To a shrewd consumer and her lawyer, “I’m sorry” and similar appeasements amount to damaging admissions of liability. For example, in a recent jury trial, the plaintiff homeowner sued his cabinet company because his kitchen island was three inches too short. The cabinet company contended that it ordered the size that the customer had requested and relied upon the design plans to support its position. However, the designer had failed to obtain the customer’s signature on the design plans. Additionally, when the customer complained to the showroom manger she decided that although she believed that the designer had done nothing wrong, she would blame him to deflect the customer’s anger away from her so that she could negotiate a solution. Thus, she told the customer, “I know how you feel. This has happened before. Our designer just can’t seem to get it right. Believe me, I will not tolerate this any longer with him. Today will be his last day.” The manger convinced the customer to pay full price for another island. The customer seemed satisfied and of course, the designer was not fired. A few weeks later, the customer sued. At trial, the plaintiff’s attorney asked the showroom manager if she had made those statements. She confirmed that she had made them. As she tried to explain that she did mean what she said, the attorney simply said “no further questions.” The jury found in favor of the plaintiff. After the trial, jurors were questioned by the defense concerning what made them find for the plaintiff. All of the jurors polled said the deciding factor was the manger’s “confession” concerning the designer’s ineptitude.

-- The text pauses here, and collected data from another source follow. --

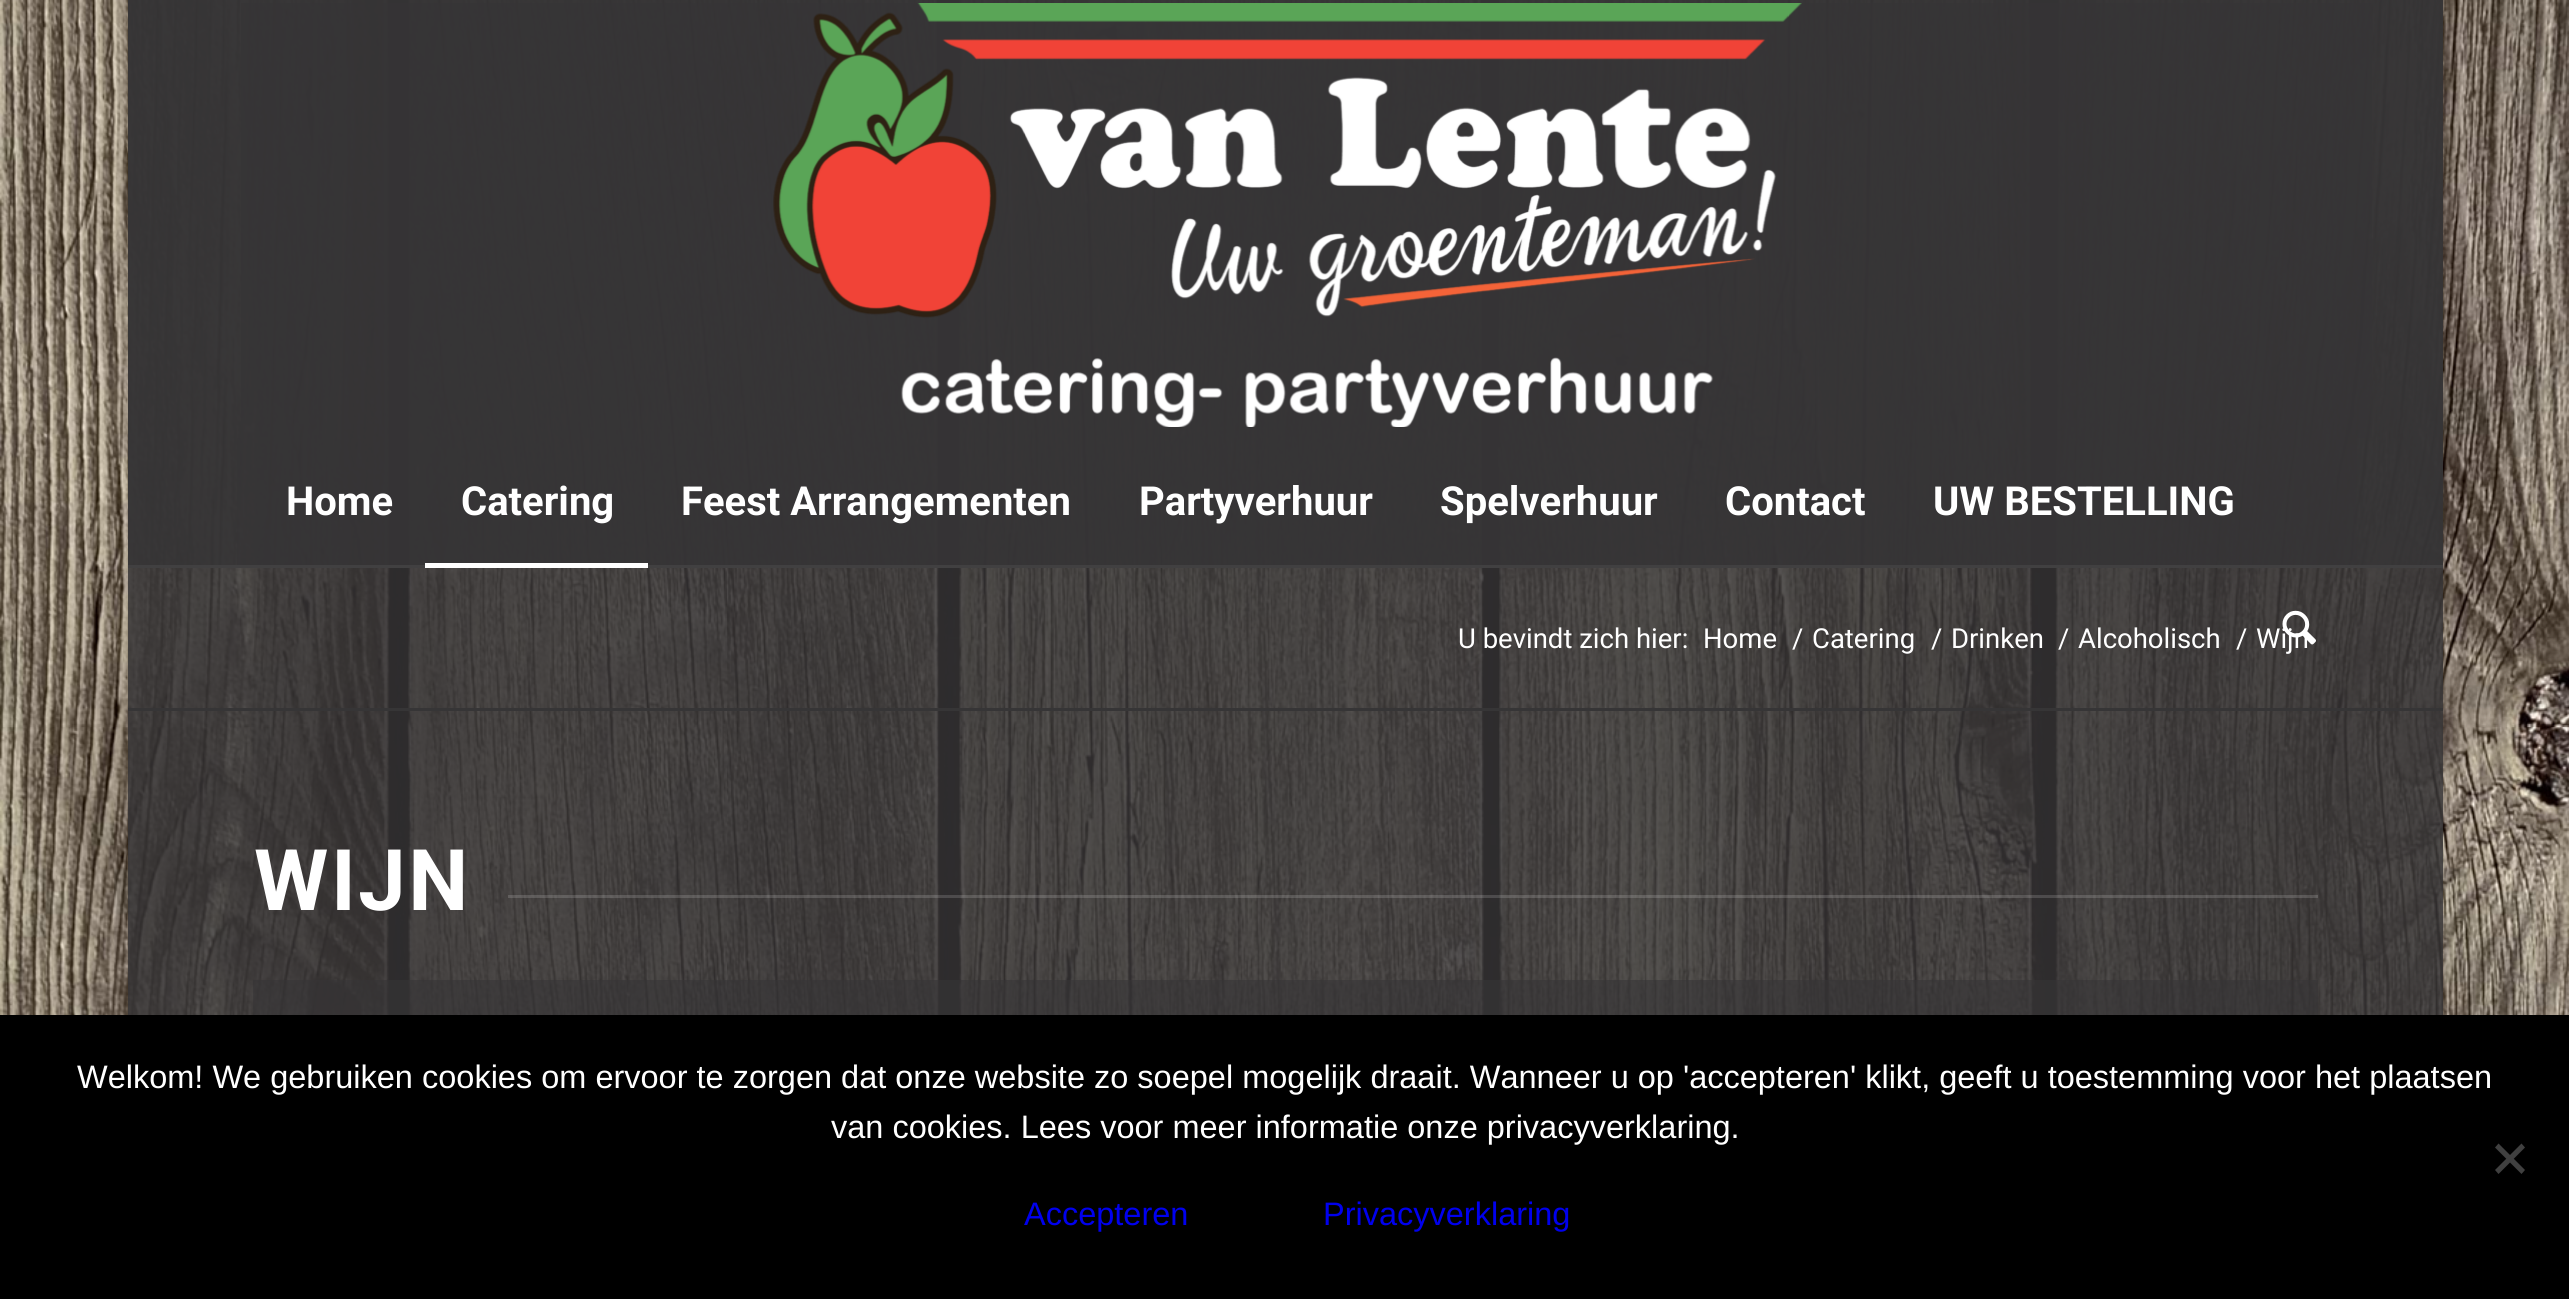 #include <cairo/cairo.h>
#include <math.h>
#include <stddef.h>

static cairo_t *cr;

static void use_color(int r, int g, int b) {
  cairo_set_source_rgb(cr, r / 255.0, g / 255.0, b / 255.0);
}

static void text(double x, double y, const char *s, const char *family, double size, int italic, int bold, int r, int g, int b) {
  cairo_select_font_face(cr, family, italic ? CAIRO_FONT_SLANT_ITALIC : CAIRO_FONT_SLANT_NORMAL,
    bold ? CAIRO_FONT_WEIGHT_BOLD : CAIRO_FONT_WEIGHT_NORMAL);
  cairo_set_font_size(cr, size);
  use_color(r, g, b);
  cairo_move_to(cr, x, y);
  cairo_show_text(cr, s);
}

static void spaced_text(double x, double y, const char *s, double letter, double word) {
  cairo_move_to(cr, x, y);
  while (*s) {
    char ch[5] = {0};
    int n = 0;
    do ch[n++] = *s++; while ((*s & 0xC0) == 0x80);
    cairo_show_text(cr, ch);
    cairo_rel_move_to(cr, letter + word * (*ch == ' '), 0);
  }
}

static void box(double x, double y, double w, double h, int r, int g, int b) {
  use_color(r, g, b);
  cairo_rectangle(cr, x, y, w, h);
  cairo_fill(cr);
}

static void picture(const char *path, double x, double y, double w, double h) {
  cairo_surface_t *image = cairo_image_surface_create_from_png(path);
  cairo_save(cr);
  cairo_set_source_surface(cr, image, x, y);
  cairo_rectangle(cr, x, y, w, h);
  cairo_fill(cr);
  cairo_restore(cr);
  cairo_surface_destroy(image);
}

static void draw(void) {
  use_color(255, 255, 255);
  cairo_paint(cr);
  picture("img_01.png", 0, 0, 2569, 1015);
  box(128, 565, 2315, 3, 225, 225, 225);
  cairo_set_source_rgba(cr, 0.212, 0.208, 0.212, 0.6);
  cairo_rectangle(cr, 128, 0, 2315, 568);
  cairo_fill(cr);
  cairo_set_source_rgba(cr, 0.212, 0.208, 0.212, 0.57);
  cairo_rectangle(cr, 128, 0, 2315, 568);
  cairo_fill(cr);
  cairo_set_source_rgba(cr, 0.212, 0.208, 0.212, 0.6);
  cairo_rectangle(cr, 128, 0, 2315, 568);
  cairo_fill(cr);
  cairo_rectangle(cr, 241, 3, 2131, 435);
  cairo_fill(cr);
  picture("img_02.png", 773, 3, 1029, 424);
  cairo_rectangle(cr, 237, 438, 2120, 127);
  cairo_fill(cr);
  box(425, 563, 223, 5, 255, 255, 255);
  cairo_set_source_rgba(cr, 0.212, 0.208, 0.212, 0.6);
  cairo_rectangle(cr, 128, 568, 2315, 140);
  cairo_fill(cr);
  cairo_rectangle(cr, 128, 711, 2315, 304);
  cairo_fill(cr);
  box(128, 708, 2315, 3, 54, 53, 54);
  cairo_set_source_rgba(cr, 1, 1, 1, 0.15);
  cairo_rectangle(cr, 508, 895, 1810, 3);
  cairo_fill(cr);
  cairo_set_source_rgba(cr, 0.212, 0.208, 0.212, 0.6);
  cairo_rectangle(cr, 253, 980, 2065, 35);
  cairo_fill(cr);
  box(0, 1015, 2569, 284, 0, 0, 0);
  use_color(64, 64, 64);
  cairo_new_path(cr);
  cairo_move_to(cr, 2521.5, 1143.5);
  cairo_line_to(cr, 2525, 1147.5);
  cairo_line_to(cr, 2498.5, 1174);
  cairo_line_to(cr, 2495, 1170);
  cairo_close_path(cr);
  cairo_fill(cr);
  cairo_new_path(cr);
  cairo_move_to(cr, 2495, 1147.5);
  cairo_line_to(cr, 2498.5, 1143.5);
  cairo_line_to(cr, 2525, 1170);
  cairo_line_to(cr, 2521.5, 1174);
  cairo_close_path(cr);
  cairo_fill(cr);
  text(286, 515, "Home", "Roboto", 40, 0, 1, 255, 255, 255);
  text(461, 515, "Catering", "Roboto", 40, 0, 1, 255, 255, 255);
  text(681, 515, "Feest Arrangementen", "Roboto", 40, 0, 1, 255, 255, 255);
  text(1139, 515, "Partyverhuur", "Roboto", 40, 0, 1, 255, 255, 255);
  text(1440, 515, "Spelverhuur", "Roboto", 40, 0, 1, 255, 255, 255);
  text(1725, 515, "Contact", "Roboto", 40, 0, 1, 255, 255, 255);
  text(1933, 515, "UW BESTELLING", "Roboto", 40, 0, 1, 255, 255, 255);
  text(1458, 648, "U bevindt zich hier:", "Roboto", 27.5, 0, 0, 255, 255, 255);
  text(1703, 648, "Home", "Roboto", 27.5, 0, 0, 255, 255, 255);
  text(1792, 648, "/", "Roboto", 27.5, 0, 0, 255, 255, 255);
  text(1812, 648, "Catering", "Roboto", 27.5, 0, 0, 255, 255, 255);
  text(1931, 648, "/", "Roboto", 27.5, 0, 0, 255, 255, 255);
  text(1951, 648, "Drinken", "Roboto", 27.5, 0, 0, 255, 255, 255);
  text(2058, 648, "/", "Roboto", 27.5, 0, 0, 255, 255, 255);
  text(2078, 648, "Alcoholisch", "Roboto", 27.5, 0, 0, 255, 255, 255);
  text(2236, 648, "/", "Roboto", 27.5, 0, 0, 255, 255, 255);
  text(2256, 648, "Wijn", "Roboto", 27.5, 0, 0, 255, 255, 255);
  picture("img_03.png", 2282, 610, 34, 35);
  cairo_select_font_face(cr, "Roboto", CAIRO_FONT_SLANT_NORMAL, CAIRO_FONT_WEIGHT_BOLD);
  cairo_set_font_size(cr, 85);
  spaced_text(254, 910, "WIJN", 2.5, 0);
  text(77, 1088, "Welkom! We gebruiken cookies om ervoor te zorgen dat onze website zo soepel mogelijk draait. Wanneer u op 'accepteren' klikt, geeft u toestemming voor het plaatsen", "Liberation Sans", 32.5, 0, 0, 255, 255, 255);
  text(831, 1138, "van cookies. Lees voor meer informatie onze privacyverklaring.", "Liberation Sans", 32.5, 0, 0, 255, 255, 255);
  text(1024, 1225, "Accepteren", "Liberation Sans", 32.5, 0, 0, 0, 0, 238);
  text(1323, 1225, "Privacyverklaring", "Liberation Sans", 32.5, 0, 0, 0, 0, 238);
}

int main(void) {
  cairo_surface_t *surface = cairo_image_surface_create(CAIRO_FORMAT_RGB24, 2569, 1299);
  cr = cairo_create(surface);
  cairo_font_options_t *options = cairo_font_options_create();
  cairo_font_options_set_hint_metrics(options, CAIRO_HINT_METRICS_OFF);
  cairo_font_options_set_hint_style(options, CAIRO_HINT_STYLE_NONE);
  cairo_set_font_options(cr, options);
  cairo_set_miter_limit(cr, 4);
  draw();
  cairo_surface_write_to_png(surface, "out.png");
  cairo_font_options_destroy(options);
  cairo_destroy(cr);
  cairo_surface_destroy(surface);
  return 0;
}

The lesson to learn is that while it seems natural to try to appease a customer with apologies and excuses even though you do not believe that your company was at fault, it is dangerous and may result in your statement morphing into a damaging admission. So does this mean you can never apologize to a customer? Obviously, the answer is “no.” There will be times when an apology is appropriate. For example, an apology is acceptable when your notes show that the customer ordered a glass backsplash, but you inadvertently ordered tile. In this situation you know that you actually made a mistake and thus, an apology is acceptable. The key is to only offer an apology when you know that you made a mistake. Do not apologize just to appease a customer especially when you do not believe that you did anything wrong.
As salespeople or management you must be cognizant of the following rules and issues concerning apologies to customers. 1.) Chose your words carefully, when dealing with upset or disappointed customers; 2.) Remember that even the friendliest customer can turn against you; 3.) Know that anything you say will be used against you at trial; and 4.) Never ever criticize management or co-workers.
Certainly, you can attempt to resolve the costumer’s issue without offering an apology. A far better response than “I’m sorry” is “Let’s agree to disagree. However, I want to make you happy so let’s see what we can do.” Nothing is more damaging to a lawsuit than an adverse statement made by a defendant. These “party admissions” are almost always admissible as evidence against the declarant or his company at trial. Fight off the urge to apologize to an angry customer when your company did nothing wrong, even if it means losing that customer.